I breathed its fumes and felt a change.
I'd shrank 'til I was tiny,
I took the wheel and started down
Chew Ave down to Mt. Airy.

At the light I had a thought.
I hadn't any money.
And even if I did, you'd think
A dino, towed, looks funny.

So I switched gases with the hot rod,
Blowing it up bigger.
I gave the Bentley to my dad.
First SEPTA, now, go figger!

Chapter 5.

"I wrote a play the other day,"
I thought I heard my young son say.
"We're crossing through the straits of Life
With honeysuckle nectar.

"Cause I'm the one who's got the pen.
I'll make my daddy smile again.
We're getting to the Promised Land
and I'm God, the Director!"

The Rose

3/14/09

The rose will die,
The play forgotten,
We will breath the spiced aromatics
Surfing over the gentle
Swells of the blossom
Like sand and foam at seashore,
Themselves in transition.

The evening will end
Arm in arm,
Body in body or alone.
The yellow fluted crystal
Directs its perfume upward
To be a permanent memory
Or dissipating
Into never

...Or Not to Be

4/5/09
With apologies to Dylan Thomas and William Shakespeare, and gratitude to the hip-hop universitude

Refrain: Do not go gentle into that good night,
Rage, rage against the dying of the light.

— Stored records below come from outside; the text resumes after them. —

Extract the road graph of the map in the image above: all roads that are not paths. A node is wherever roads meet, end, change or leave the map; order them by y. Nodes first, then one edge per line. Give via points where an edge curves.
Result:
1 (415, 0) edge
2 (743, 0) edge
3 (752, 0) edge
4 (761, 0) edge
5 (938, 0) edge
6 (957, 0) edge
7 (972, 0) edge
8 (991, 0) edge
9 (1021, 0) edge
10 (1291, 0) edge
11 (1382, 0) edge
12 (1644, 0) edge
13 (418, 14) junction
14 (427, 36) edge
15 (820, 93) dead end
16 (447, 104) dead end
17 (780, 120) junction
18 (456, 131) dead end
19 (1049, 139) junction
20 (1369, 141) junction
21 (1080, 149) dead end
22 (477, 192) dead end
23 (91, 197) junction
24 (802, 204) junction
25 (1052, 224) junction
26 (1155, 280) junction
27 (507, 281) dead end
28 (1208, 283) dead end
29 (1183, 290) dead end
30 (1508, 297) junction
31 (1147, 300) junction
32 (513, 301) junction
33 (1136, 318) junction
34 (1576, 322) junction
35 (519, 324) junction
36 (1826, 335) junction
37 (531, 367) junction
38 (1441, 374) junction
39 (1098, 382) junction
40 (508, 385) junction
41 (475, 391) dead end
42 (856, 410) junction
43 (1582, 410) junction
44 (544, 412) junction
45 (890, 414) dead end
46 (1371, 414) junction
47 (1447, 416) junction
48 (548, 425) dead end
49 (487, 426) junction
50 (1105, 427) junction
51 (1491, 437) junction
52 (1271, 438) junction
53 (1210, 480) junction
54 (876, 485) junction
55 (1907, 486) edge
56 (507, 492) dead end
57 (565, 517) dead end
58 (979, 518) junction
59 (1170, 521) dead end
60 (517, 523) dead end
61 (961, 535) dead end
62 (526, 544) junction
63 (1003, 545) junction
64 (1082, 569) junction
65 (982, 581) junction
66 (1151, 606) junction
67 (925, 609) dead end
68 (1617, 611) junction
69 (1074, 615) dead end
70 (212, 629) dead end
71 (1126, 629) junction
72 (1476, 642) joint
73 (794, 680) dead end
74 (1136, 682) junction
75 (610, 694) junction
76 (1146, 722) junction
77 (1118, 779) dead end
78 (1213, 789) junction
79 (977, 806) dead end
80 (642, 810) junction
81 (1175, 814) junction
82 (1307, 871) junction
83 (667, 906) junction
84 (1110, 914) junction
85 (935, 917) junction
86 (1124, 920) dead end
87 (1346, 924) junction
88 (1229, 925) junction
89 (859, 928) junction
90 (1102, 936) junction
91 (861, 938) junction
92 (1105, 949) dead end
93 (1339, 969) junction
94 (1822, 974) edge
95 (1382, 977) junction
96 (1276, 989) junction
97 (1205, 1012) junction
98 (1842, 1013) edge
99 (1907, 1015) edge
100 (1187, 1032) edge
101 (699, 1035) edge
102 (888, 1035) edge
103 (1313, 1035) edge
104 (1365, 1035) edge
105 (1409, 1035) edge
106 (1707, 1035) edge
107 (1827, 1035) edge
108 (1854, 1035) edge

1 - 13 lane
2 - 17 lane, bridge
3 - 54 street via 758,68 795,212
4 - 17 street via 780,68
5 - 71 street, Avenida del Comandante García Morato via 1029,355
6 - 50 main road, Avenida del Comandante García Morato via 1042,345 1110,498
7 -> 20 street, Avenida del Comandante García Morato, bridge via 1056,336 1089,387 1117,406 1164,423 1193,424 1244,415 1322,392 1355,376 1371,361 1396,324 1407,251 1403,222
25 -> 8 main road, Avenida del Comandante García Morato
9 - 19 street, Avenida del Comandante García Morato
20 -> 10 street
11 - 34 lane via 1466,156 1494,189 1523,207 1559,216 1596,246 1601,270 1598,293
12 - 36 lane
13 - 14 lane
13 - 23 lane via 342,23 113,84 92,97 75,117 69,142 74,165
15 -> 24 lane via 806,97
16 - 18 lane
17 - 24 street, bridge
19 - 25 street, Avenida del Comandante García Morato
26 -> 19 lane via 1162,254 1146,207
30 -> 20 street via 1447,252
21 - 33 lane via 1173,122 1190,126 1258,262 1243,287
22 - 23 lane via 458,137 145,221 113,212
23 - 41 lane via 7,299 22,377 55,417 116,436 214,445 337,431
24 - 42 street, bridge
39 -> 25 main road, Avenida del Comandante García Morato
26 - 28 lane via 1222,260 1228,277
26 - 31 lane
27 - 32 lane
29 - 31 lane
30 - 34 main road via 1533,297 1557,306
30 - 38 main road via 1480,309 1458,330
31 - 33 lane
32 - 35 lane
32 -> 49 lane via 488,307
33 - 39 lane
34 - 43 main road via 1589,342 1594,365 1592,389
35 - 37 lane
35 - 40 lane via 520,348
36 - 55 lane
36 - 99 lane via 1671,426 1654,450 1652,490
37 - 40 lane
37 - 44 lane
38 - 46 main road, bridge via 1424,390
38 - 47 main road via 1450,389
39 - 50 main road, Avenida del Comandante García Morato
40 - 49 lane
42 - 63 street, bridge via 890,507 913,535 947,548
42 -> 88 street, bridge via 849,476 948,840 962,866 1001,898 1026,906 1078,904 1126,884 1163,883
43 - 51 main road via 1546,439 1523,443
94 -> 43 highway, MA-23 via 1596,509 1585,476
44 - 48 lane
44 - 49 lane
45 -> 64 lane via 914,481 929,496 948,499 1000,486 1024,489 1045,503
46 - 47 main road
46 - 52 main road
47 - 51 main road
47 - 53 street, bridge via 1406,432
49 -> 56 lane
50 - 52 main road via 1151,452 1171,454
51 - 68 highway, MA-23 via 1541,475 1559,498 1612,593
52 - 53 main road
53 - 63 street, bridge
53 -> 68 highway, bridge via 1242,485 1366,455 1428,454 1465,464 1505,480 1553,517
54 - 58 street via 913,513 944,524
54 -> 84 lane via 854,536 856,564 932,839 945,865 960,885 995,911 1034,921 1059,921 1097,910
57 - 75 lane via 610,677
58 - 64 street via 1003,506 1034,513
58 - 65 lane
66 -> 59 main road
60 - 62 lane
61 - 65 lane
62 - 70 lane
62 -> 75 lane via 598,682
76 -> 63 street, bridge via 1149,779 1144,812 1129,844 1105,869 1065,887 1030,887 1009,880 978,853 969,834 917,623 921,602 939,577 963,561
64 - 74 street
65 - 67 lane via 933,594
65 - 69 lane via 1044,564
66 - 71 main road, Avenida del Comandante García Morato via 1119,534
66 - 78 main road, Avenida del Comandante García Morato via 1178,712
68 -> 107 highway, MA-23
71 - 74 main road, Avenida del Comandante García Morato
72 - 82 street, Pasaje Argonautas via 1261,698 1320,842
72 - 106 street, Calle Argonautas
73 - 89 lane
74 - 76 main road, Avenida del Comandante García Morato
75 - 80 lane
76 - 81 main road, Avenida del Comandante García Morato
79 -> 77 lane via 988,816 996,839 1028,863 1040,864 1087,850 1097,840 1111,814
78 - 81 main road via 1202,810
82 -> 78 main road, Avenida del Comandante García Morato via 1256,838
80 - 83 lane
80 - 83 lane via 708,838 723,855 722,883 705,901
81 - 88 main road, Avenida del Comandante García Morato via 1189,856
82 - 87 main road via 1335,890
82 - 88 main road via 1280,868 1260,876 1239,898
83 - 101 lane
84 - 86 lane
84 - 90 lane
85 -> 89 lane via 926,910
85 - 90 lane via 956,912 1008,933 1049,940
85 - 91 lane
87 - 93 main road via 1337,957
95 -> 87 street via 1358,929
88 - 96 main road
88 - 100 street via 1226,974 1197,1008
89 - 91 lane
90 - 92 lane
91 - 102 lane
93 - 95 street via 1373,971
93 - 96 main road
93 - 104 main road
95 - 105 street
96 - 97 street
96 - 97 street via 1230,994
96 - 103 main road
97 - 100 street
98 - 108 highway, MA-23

Pitiful humans, loved and lost,
You come into the world in a puddle of goo.
Your eyes are shut, your cecum seald,
You can't even breathe 'til they start paddlin' you.
Pitiful humans, loved and lost,
You enter screaming from that good night.

Pitiful humans, loved and lost,
You Can't Get out of your own mess.
It's years to walk, ages to talk,
And the meaning of your babble I can't even guess.
Pitiful humans, loved and lost,
Rage against the dying of the bedroom light.

Refrain: Do not go gentle into that good night,
Rage, rage against the dying of the light.


Pitiful humans, loved and lost,
You earn your keep by the sweet of your brow,
Your incubator crafted of your mama's sweat,
It's a con you get away with but you don't know how.
Pitiful humans, loved and lost,
You don't know the difference between day and night.

Pitiful humans, loved and lost,
The focus of attention of a marketer's lust.
A child in need, a commercial deed,
Your need for them to give a f^&* betrays your trust.
Pitiful humans, loved and lost,
You cry yourself to sleep against the dying of the light.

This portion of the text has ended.